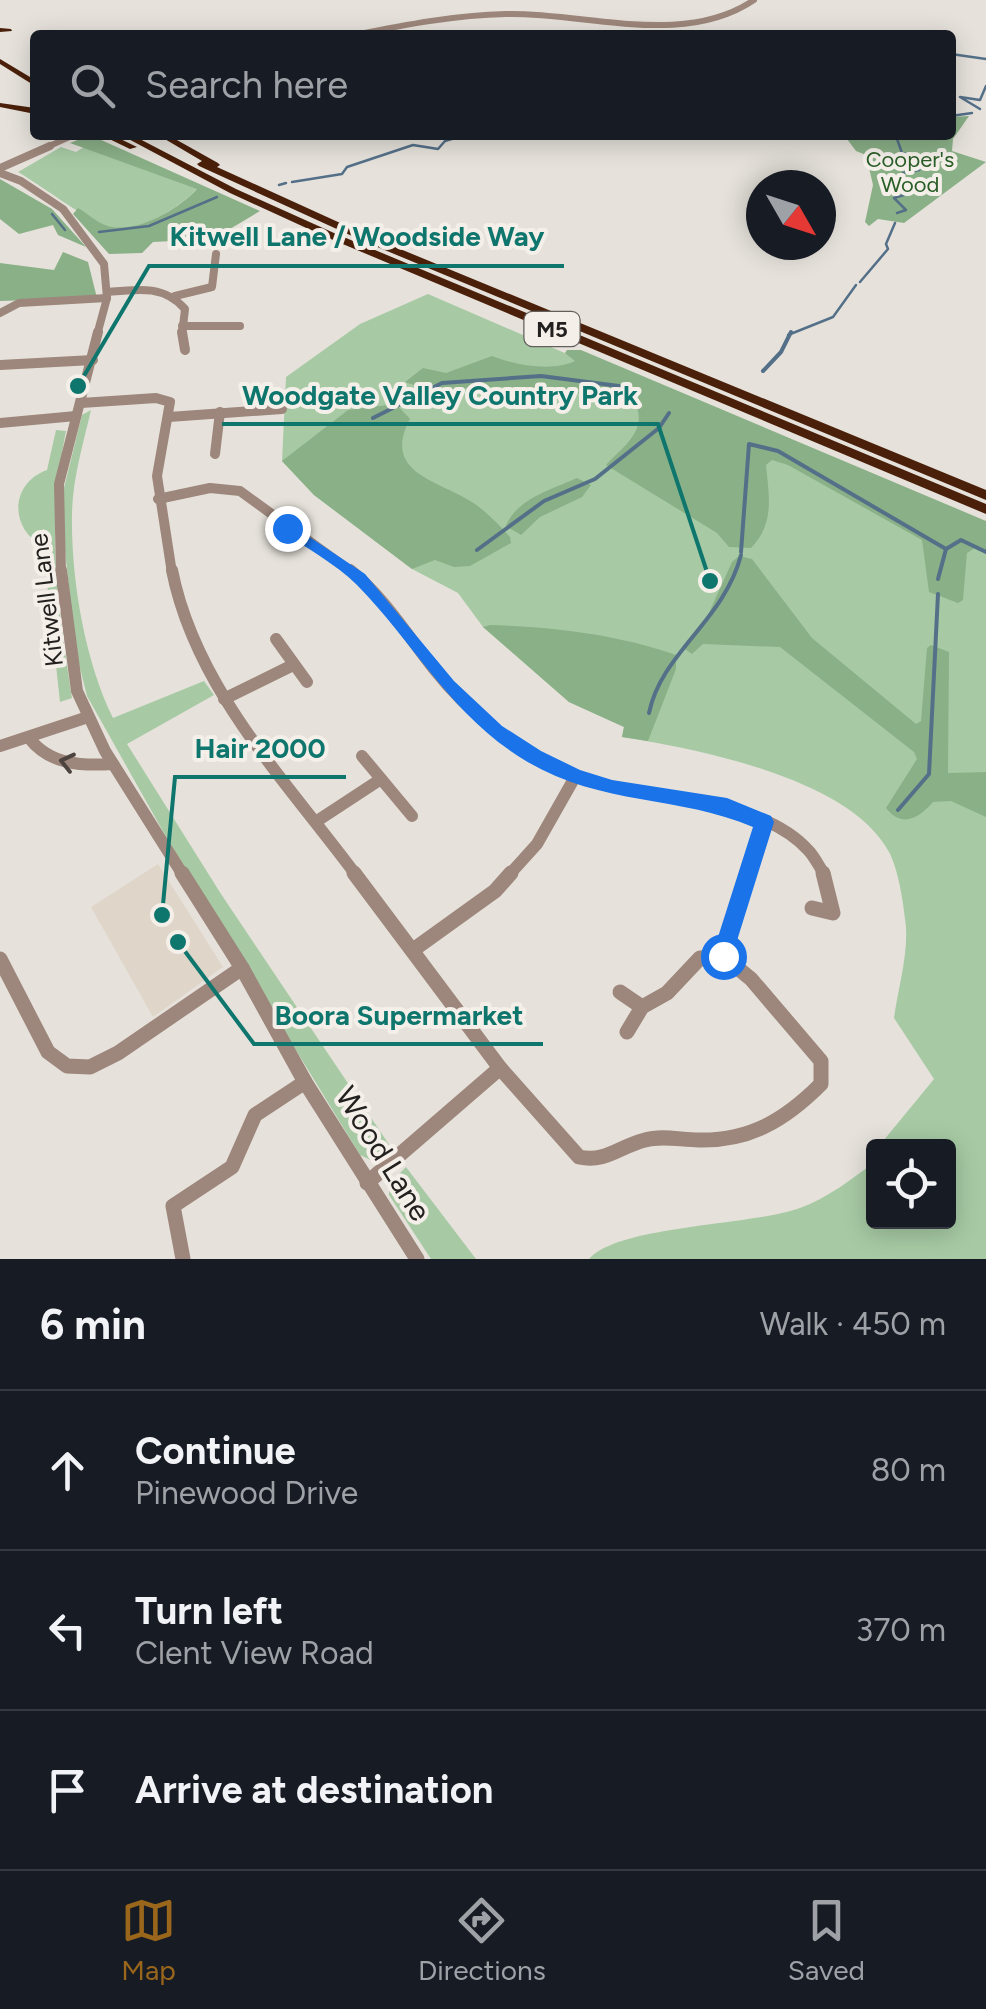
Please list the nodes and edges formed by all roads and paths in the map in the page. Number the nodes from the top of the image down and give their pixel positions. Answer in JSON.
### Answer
{"nodes":[{"id":1,"x":754,"y":0,"type":"edge"},
{"id":2,"x":390,"y":30,"type":"edge"},
{"id":3,"x":0,"y":49,"type":"edge"},
{"id":4,"x":0,"y":61,"type":"edge"},
{"id":5,"x":30,"y":69,"type":"edge"},
{"id":6,"x":30,"y":81,"type":"edge"},
{"id":7,"x":0,"y":105,"type":"edge"},
{"id":8,"x":30,"y":110,"type":"edge"},
{"id":9,"x":64,"y":140,"type":"edge"},
{"id":10,"x":117,"y":140,"type":"edge"},
{"id":11,"x":135,"y":140,"type":"edge"},
{"id":12,"x":155,"y":140,"type":"edge"},
{"id":13,"x":171,"y":140,"type":"edge"},
{"id":14,"x":0,"y":171,"type":"edge"},
{"id":15,"x":233,"y":191,"type":"junction"},
{"id":16,"x":284,"y":203,"type":"junction"},
{"id":17,"x":216,"y":254,"type":"dead end"},
{"id":18,"x":108,"y":295,"type":"junction"},
{"id":19,"x":175,"y":296,"type":"junction"},
{"id":20,"x":0,"y":313,"type":"edge"},
{"id":21,"x":182,"y":326,"type":"junction"},
{"id":22,"x":240,"y":326,"type":"dead end"},
{"id":23,"x":185,"y":350,"type":"dead end"},
{"id":24,"x":93,"y":360,"type":"junction"},
{"id":25,"x":0,"y":365,"type":"edge"},
{"id":26,"x":81,"y":403,"type":"junction"},
{"id":27,"x":282,"y":408,"type":"dead end"},
{"id":28,"x":220,"y":412,"type":"junction"},
{"id":29,"x":76,"y":416,"type":"junction"},
{"id":30,"x":168,"y":417,"type":"junction"},
{"id":31,"x":0,"y":422,"type":"edge"},
{"id":32,"x":215,"y":454,"type":"dead end"},
{"id":33,"x":986,"y":495,"type":"edge"},
{"id":34,"x":158,"y":500,"type":"junction"},
{"id":35,"x":986,"y":509,"type":"edge"},
{"id":36,"x":276,"y":639,"type":"dead end"},
{"id":37,"x":293,"y":664,"type":"junction"},
{"id":38,"x":307,"y":682,"type":"dead end"},
{"id":39,"x":224,"y":699,"type":"junction"},
{"id":40,"x":88,"y":717,"type":"junction"},
{"id":41,"x":29,"y":738,"type":"junction"},
{"id":42,"x":0,"y":746,"type":"edge"},
{"id":43,"x":362,"y":756,"type":"dead end"},
{"id":44,"x":113,"y":764,"type":"junction"},
{"id":45,"x":576,"y":777,"type":"junction"},
{"id":46,"x":381,"y":779,"type":"junction"},
{"id":47,"x":412,"y":816,"type":"dead end"},
{"id":48,"x":316,"y":821,"type":"junction"},
{"id":49,"x":764,"y":822,"type":"junction"},
{"id":50,"x":812,"y":908,"type":"dead end"},
{"id":51,"x":412,"y":950,"type":"junction"},
{"id":52,"x":723,"y":956,"type":"junction"},
{"id":53,"x":0,"y":960,"type":"edge"},
{"id":54,"x":242,"y":968,"type":"junction"},
{"id":55,"x":620,"y":992,"type":"dead end"},
{"id":56,"x":642,"y":1007,"type":"junction"},
{"id":57,"x":627,"y":1032,"type":"dead end"},
{"id":58,"x":500,"y":1068,"type":"junction"},
{"id":59,"x":306,"y":1082,"type":"junction"},
{"id":60,"x":367,"y":1183,"type":"junction"},
{"id":61,"x":183,"y":1259,"type":"edge"},
{"id":62,"x":416,"y":1259,"type":"edge"}],
"edges":[{"from":1,"to":2,"type":"street"},
{"from":3,"to":5,"type":"highway"},
{"from":4,"to":6,"type":"highway"},
{"from":7,"to":8,"type":"highway"},
{"from":9,"to":14,"type":"street"},
{"from":10,"to":15,"type":"highway"},
{"from":11,"to":15,"type":"highway","number":"M5"},
{"from":12,"to":16,"type":"highway","number":"M5"},
{"from":13,"to":16,"type":"highway"},
{"from":14,"to":18,"type":"street"},
{"from":15,"to":35,"type":"highway","number":"M5"},
{"from":16,"to":33,"type":"highway","number":"M5"},
{"from":17,"to":19,"type":"street"},
{"from":18,"to":19,"type":"street"},
{"from":18,"to":20,"type":"street"},
{"from":18,"to":24,"type":"street","name":"Kitwell Lane"},
{"from":19,"to":21,"type":"street"},
{"from":21,"to":22,"type":"street"},
{"from":21,"to":23,"type":"street"},
{"from":24,"to":25,"type":"street"},
{"from":24,"to":26,"type":"street","name":"Kitwell Lane"},
{"from":26,"to":29,"type":"street","name":"Kitwell Lane"},
{"from":26,"to":30,"type":"street"},
{"from":27,"to":28,"type":"street"},
{"from":28,"to":30,"type":"street"},
{"from":28,"to":32,"type":"street"},
{"from":29,"to":31,"type":"street"},
{"from":29,"to":40,"type":"street","name":"Kitwell Lane"},
{"from":30,"to":34,"type":"street"},
{"from":34,"to":39,"type":"street"},
{"from":34,"to":45,"type":"street"},
{"from":36,"to":37,"type":"street"},
{"from":37,"to":38,"type":"street"},
{"from":37,"to":39,"type":"street"},
{"from":39,"to":48,"type":"street"},
{"from":40,"to":41,"type":"street"},
{"from":40,"to":44,"type":"street","name":"Wood Lane"},
{"from":41,"to":42,"type":"street"},
{"from":44,"to":41,"type":"street","one_way":true},
{"from":43,"to":46,"type":"street"},
{"from":44,"to":54,"type":"street","name":"Wood Lane"},
{"from":45,"to":49,"type":"street"},
{"from":45,"to":51,"type":"street"},
{"from":46,"to":47,"type":"street"},
{"from":46,"to":48,"type":"street"},
{"from":48,"to":51,"type":"street"},
{"from":49,"to":50,"type":"street"},
{"from":49,"to":52,"type":"street"},
{"from":51,"to":58,"type":"street"},
{"from":52,"to":56,"type":"street"},
{"from":52,"to":58,"type":"street"},
{"from":53,"to":54,"type":"street"},
{"from":54,"to":59,"type":"street","name":"Wood Lane"},
{"from":55,"to":56,"type":"street"},
{"from":56,"to":57,"type":"street"},
{"from":58,"to":60,"type":"street"},
{"from":59,"to":60,"type":"street","name":"Wood Lane"},
{"from":59,"to":61,"type":"street"},
{"from":60,"to":62,"type":"street","name":"Wood Lane"}]}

> Try it:
Transcribe the listing exactly, skipping pictures.

> Result:
Please list the nodes and edges formed by all roads and paths in the map in the page. Number the nodes from the top of the image down and give their pixel positions. Answer in JSON.
### Answer
{"nodes":[{"id":1,"x":754,"y":0,"type":"edge"},
{"id":2,"x":390,"y":30,"type":"edge"},
{"id":3,"x":0,"y":49,"type":"edge"},
{"id":4,"x":0,"y":61,"type":"edge"},
{"id":5,"x":30,"y":69,"type":"edge"},
{"id":6,"x":30,"y":81,"type":"edge"},
{"id":7,"x":0,"y":105,"type":"edge"},
{"id":8,"x":30,"y":110,"type":"edge"},
{"id":9,"x":64,"y":140,"type":"edge"},
{"id":10,"x":117,"y":140,"type":"edge"},
{"id":11,"x":135,"y":140,"type":"edge"},
{"id":12,"x":155,"y":140,"type":"edge"},
{"id":13,"x":171,"y":140,"type":"edge"},
{"id":14,"x":0,"y":171,"type":"edge"},
{"id":15,"x":233,"y":191,"type":"junction"},
{"id":16,"x":284,"y":203,"type":"junction"},
{"id":17,"x":216,"y":254,"type":"dead end"},
{"id":18,"x":108,"y":295,"type":"junction"},
{"id":19,"x":175,"y":296,"type":"junction"},
{"id":20,"x":0,"y":313,"type":"edge"},
{"id":21,"x":182,"y":326,"type":"junction"},
{"id":22,"x":240,"y":326,"type":"dead end"},
{"id":23,"x":185,"y":350,"type":"dead end"},
{"id":24,"x":93,"y":360,"type":"junction"},
{"id":25,"x":0,"y":365,"type":"edge"},
{"id":26,"x":81,"y":403,"type":"junction"},
{"id":27,"x":282,"y":408,"type":"dead end"},
{"id":28,"x":220,"y":412,"type":"junction"},
{"id":29,"x":76,"y":416,"type":"junction"},
{"id":30,"x":168,"y":417,"type":"junction"},
{"id":31,"x":0,"y":422,"type":"edge"},
{"id":32,"x":215,"y":454,"type":"dead end"},
{"id":33,"x":986,"y":495,"type":"edge"},
{"id":34,"x":158,"y":500,"type":"junction"},
{"id":35,"x":986,"y":509,"type":"edge"},
{"id":36,"x":276,"y":639,"type":"dead end"},
{"id":37,"x":293,"y":664,"type":"junction"},
{"id":38,"x":307,"y":682,"type":"dead end"},
{"id":39,"x":224,"y":699,"type":"junction"},
{"id":40,"x":88,"y":717,"type":"junction"},
{"id":41,"x":29,"y":738,"type":"junction"},
{"id":42,"x":0,"y":746,"type":"edge"},
{"id":43,"x":362,"y":756,"type":"dead end"},
{"id":44,"x":113,"y":764,"type":"junction"},
{"id":45,"x":576,"y":777,"type":"junction"},
{"id":46,"x":381,"y":779,"type":"junction"},
{"id":47,"x":412,"y":816,"type":"dead end"},
{"id":48,"x":316,"y":821,"type":"junction"},
{"id":49,"x":764,"y":822,"type":"junction"},
{"id":50,"x":812,"y":908,"type":"dead end"},
{"id":51,"x":412,"y":950,"type":"junction"},
{"id":52,"x":723,"y":956,"type":"junction"},
{"id":53,"x":0,"y":960,"type":"edge"},
{"id":54,"x":242,"y":968,"type":"junction"},
{"id":55,"x":620,"y":992,"type":"dead end"},
{"id":56,"x":642,"y":1007,"type":"junction"},
{"id":57,"x":627,"y":1032,"type":"dead end"},
{"id":58,"x":500,"y":1068,"type":"junction"},
{"id":59,"x":306,"y":1082,"type":"junction"},
{"id":60,"x":367,"y":1183,"type":"junction"},
{"id":61,"x":183,"y":1259,"type":"edge"},
{"id":62,"x":416,"y":1259,"type":"edge"}],
"edges":[{"from":1,"to":2,"type":"street"},
{"from":3,"to":5,"type":"highway"},
{"from":4,"to":6,"type":"highway"},
{"from":7,"to":8,"type":"highway"},
{"from":9,"to":14,"type":"street"},
{"from":10,"to":15,"type":"highway"},
{"from":11,"to":15,"type":"highway","number":"M5"},
{"from":12,"to":16,"type":"highway","number":"M5"},
{"from":13,"to":16,"type":"highway"},
{"from":14,"to":18,"type":"street"},
{"from":15,"to":35,"type":"highway","number":"M5"},
{"from":16,"to":33,"type":"highway","number":"M5"},
{"from":17,"to":19,"type":"street"},
{"from":18,"to":19,"type":"street"},
{"from":18,"to":20,"type":"street"},
{"from":18,"to":24,"type":"street","name":"Kitwell Lane"},
{"from":19,"to":21,"type":"street"},
{"from":21,"to":22,"type":"street"},
{"from":21,"to":23,"type":"street"},
{"from":24,"to":25,"type":"street"},
{"from":24,"to":26,"type":"street","name":"Kitwell Lane"},
{"from":26,"to":29,"type":"street","name":"Kitwell Lane"},
{"from":26,"to":30,"type":"street"},
{"from":27,"to":28,"type":"street"},
{"from":28,"to":30,"type":"street"},
{"from":28,"to":32,"type":"street"},
{"from":29,"to":31,"type":"street"},
{"from":29,"to":40,"type":"street","name":"Kitwell Lane"},
{"from":30,"to":34,"type":"street"},
{"from":34,"to":39,"type":"street"},
{"from":34,"to":45,"type":"street"},
{"from":36,"to":37,"type":"street"},
{"from":37,"to":38,"type":"street"},
{"from":37,"to":39,"type":"street"},
{"from":39,"to":48,"type":"street"},
{"from":40,"to":41,"type":"street"},
{"from":40,"to":44,"type":"street","name":"Wood Lane"},
{"from":41,"to":42,"type":"street"},
{"from":44,"to":41,"type":"street","one_way":true},
{"from":43,"to":46,"type":"street"},
{"from":44,"to":54,"type":"street","name":"Wood Lane"},
{"from":45,"to":49,"type":"street"},
{"from":45,"to":51,"type":"street"},
{"from":46,"to":47,"type":"street"},
{"from":46,"to":48,"type":"street"},
{"from":48,"to":51,"type":"street"},
{"from":49,"to":50,"type":"street"},
{"from":49,"to":52,"type":"street"},
{"from":51,"to":58,"type":"street"},
{"from":52,"to":56,"type":"street"},
{"from":52,"to":58,"type":"street"},
{"from":53,"to":54,"type":"street"},
{"from":54,"to":59,"type":"street","name":"Wood Lane"},
{"from":55,"to":56,"type":"street"},
{"from":56,"to":57,"type":"street"},
{"from":58,"to":60,"type":"street"},
{"from":59,"to":60,"type":"street","name":"Wood Lane"},
{"from":59,"to":61,"type":"street"},
{"from":60,"to":62,"type":"street","name":"Wood Lane"}]}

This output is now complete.